Before the 2015 FIFA Women's World Cup, women's national team player Abby Wambach and a group of other players file a complaint in Canadian court about the tournament's artificial turf playing surface. The players argued that the surface was a form of gender-based discrimination since the men's World Cup games are exclusively played on grass. The players' group abandoned the complaint before the tournament. United States women's soccer players have also faced inferior accommodations and facilities to men's soccer at the professional club level. After a 2016 regular season NWSL game between the Seattle Reign and Western New York Flash was played on a baseball field smaller than league regulations considered acceptable, several prominent current and former players called out the league for allowing the game to be played.

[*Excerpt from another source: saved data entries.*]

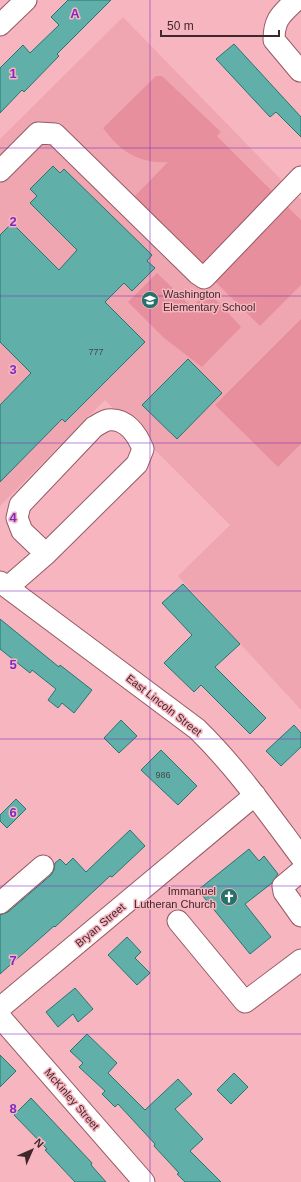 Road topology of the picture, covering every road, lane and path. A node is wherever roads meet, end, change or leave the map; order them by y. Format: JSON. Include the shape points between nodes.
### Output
{"nodes":[{"id":1,"x":26,"y":0,"type":"edge"},
{"id":2,"x":296,"y":0,"type":"edge"},
{"id":3,"x":0,"y":26,"type":"edge"},
{"id":4,"x":300,"y":71,"type":"edge"},
{"id":5,"x":0,"y":171,"type":"edge"},
{"id":6,"x":301,"y":177,"type":"edge"},
{"id":7,"x":46,"y":554,"type":"junction"},
{"id":8,"x":4,"y":585,"type":"edge"},
{"id":9,"x":255,"y":795,"type":"junction"},
{"id":10,"x":301,"y":857,"type":"edge"},
{"id":11,"x":43,"y":866,"type":"dead end"},
{"id":12,"x":301,"y":871,"type":"edge"},
{"id":13,"x":0,"y":903,"type":"edge"},
{"id":14,"x":301,"y":916,"type":"edge"},
{"id":15,"x":178,"y":921,"type":"dead end"},
{"id":16,"x":301,"y":960,"type":"edge"},
{"id":17,"x":0,"y":1008,"type":"edge"},
{"id":18,"x":0,"y":1017,"type":"edge"},
{"id":19,"x":144,"y":1182,"type":"edge"}],
"edges":[{"from":1,"to":3,"type":"street"},
{"from":2,"to":4,"type":"street","via":[[276,20],[274,40]]},
{"from":5,"to":6,"type":"street","via":[[38,133],[56,134],[204,278]]},
{"from":7,"to":7,"type":"street","via":[[137,464],[143,449],[137,435],[121,421],[107,420],[94,427],[20,505],[17,518],[22,531]]},
{"from":7,"to":8,"type":"street"},
{"from":8,"to":9,"type":"street","name":"East Lincoln Street","via":[[197,729],[220,751]]},
{"from":9,"to":10,"type":"street","name":"East Lincoln Street"},
{"from":9,"to":17,"type":"street","name":"Bryan Street"},
{"from":11,"to":13,"type":"street"},
{"from":12,"to":14,"type":"street","via":[[283,886],[284,892]]},
{"from":15,"to":16,"type":"street","via":[[246,1002]]},
{"from":18,"to":19,"type":"street","name":"McKinley Street"}]} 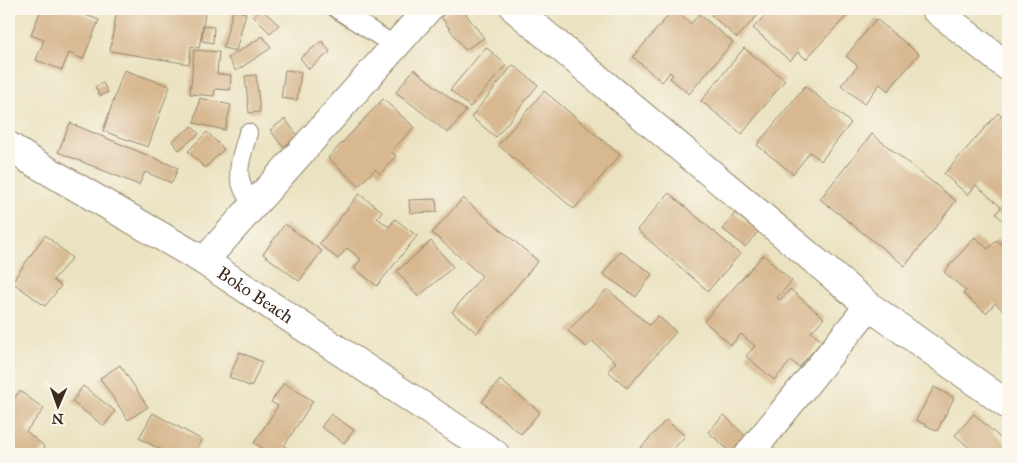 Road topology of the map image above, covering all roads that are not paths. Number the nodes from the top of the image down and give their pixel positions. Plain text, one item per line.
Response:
1 (337, 9) edge
2 (428, 9) edge
3 (515, 9) edge
4 (935, 9) edge
5 (395, 46) junction
6 (1008, 67) edge
7 (248, 133) dead end
8 (9, 146) edge
9 (253, 206) junction
10 (204, 261) junction
11 (869, 306) junction
12 (1008, 405) edge
13 (494, 454) edge
14 (749, 454) edge

1 - 5 lane
2 - 5 street
3 - 11 street
4 - 6 street
5 - 9 street
7 - 9 lane
8 - 10 street, Boko Beach
9 - 10 street
10 - 13 street, Boko Beach
11 - 12 street
11 - 14 street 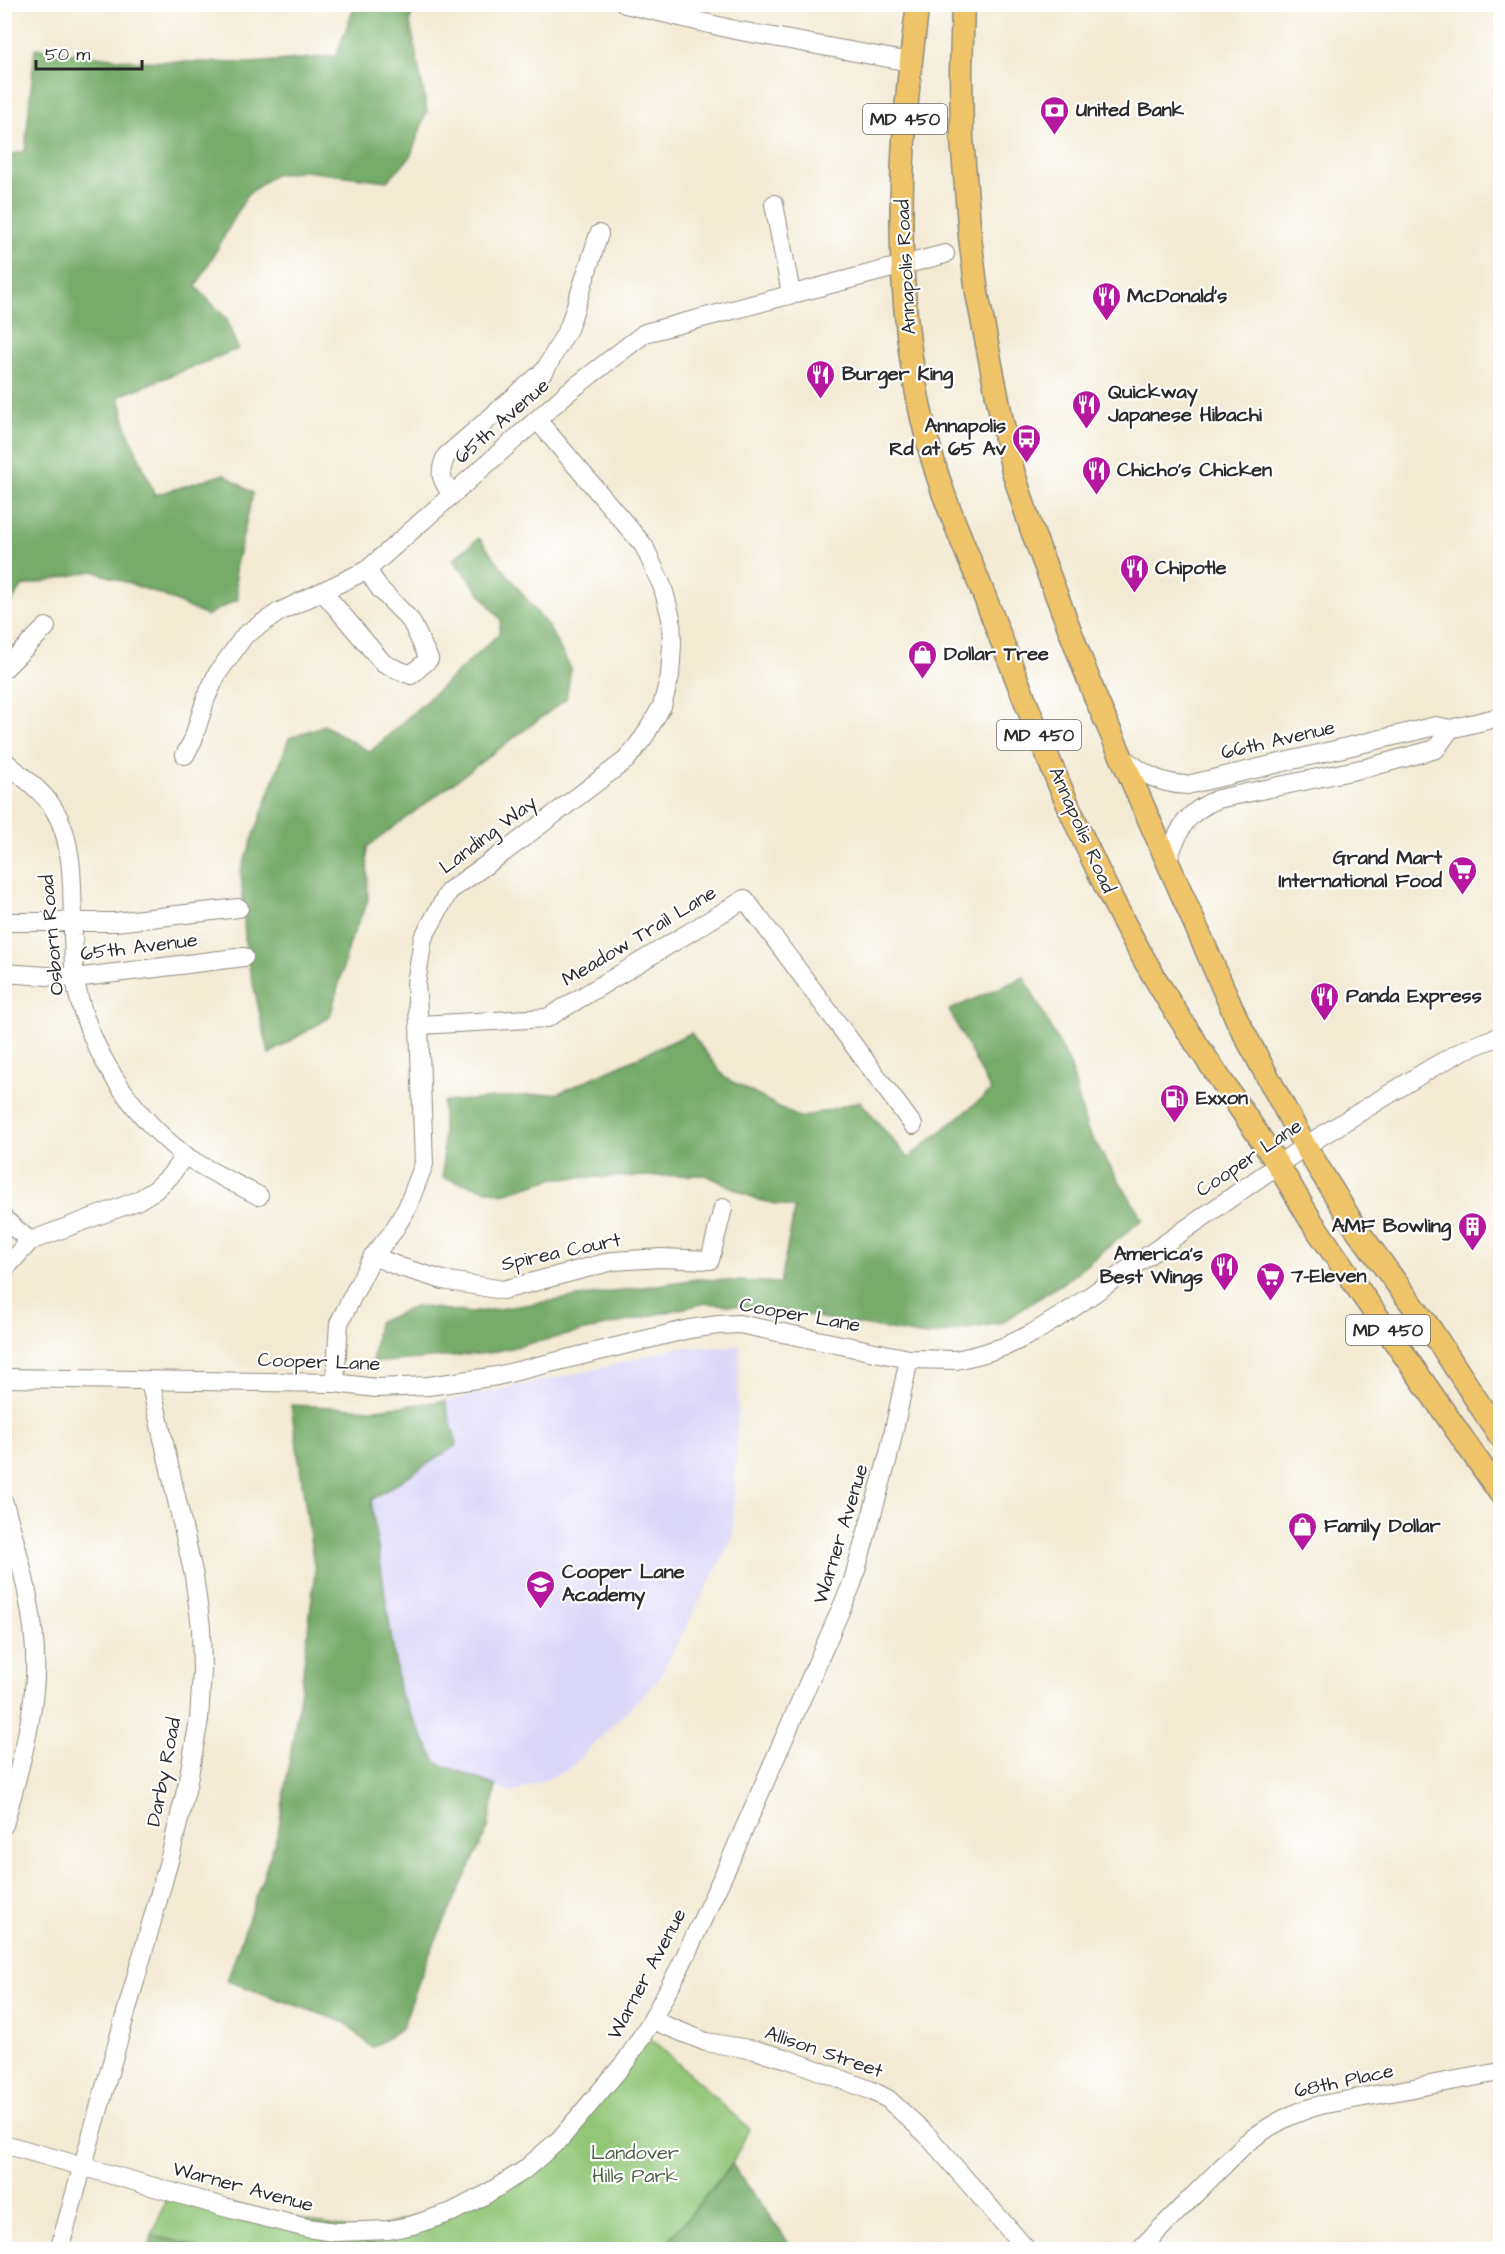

Former Women's national team goalkeeper Hope Solo, who used to play for the NWSL's Seattle Reign, published a blog post detailing several other examples of failures in hotels, facilities, and equipment while playing for the NWSL.

Another contributing factor is the role of women within American society, which includes relative equality (especially rejecting hardened gender roles) for women in the United States relative to many other countries. This is also reflected in official government policies regarding women in athletics, specifically Title IX, which requires college and public school athletics programs to support men's and women's athletics equally. By contrast, youth athletics in many countries - including most European countries, where soccer development is highly competitive - is focused on sports clubs, not on school-based programs. Thus, outside the United States, laws prohibiting sex discrimination in the educational system could have limited effect on sports programs.

== Contributions to the game ==
America's approach to growing the game among women has served as a model for other countries' development programs for women at all levels. The relative lack of attention — and in some cases, restrictions — afforded the women's game in traditional soccer-playing countries might also have contributed to the United States' early dominance of the international women's game. For example, in England, The Football Association prohibited women's soccer from being played at professional soccer fields from 1921 through 1973. The German Football Association banned women's soccer from 1955 through 1970, and Brazil legally prohibited girls and women from playing soccer from 1941 through 1979.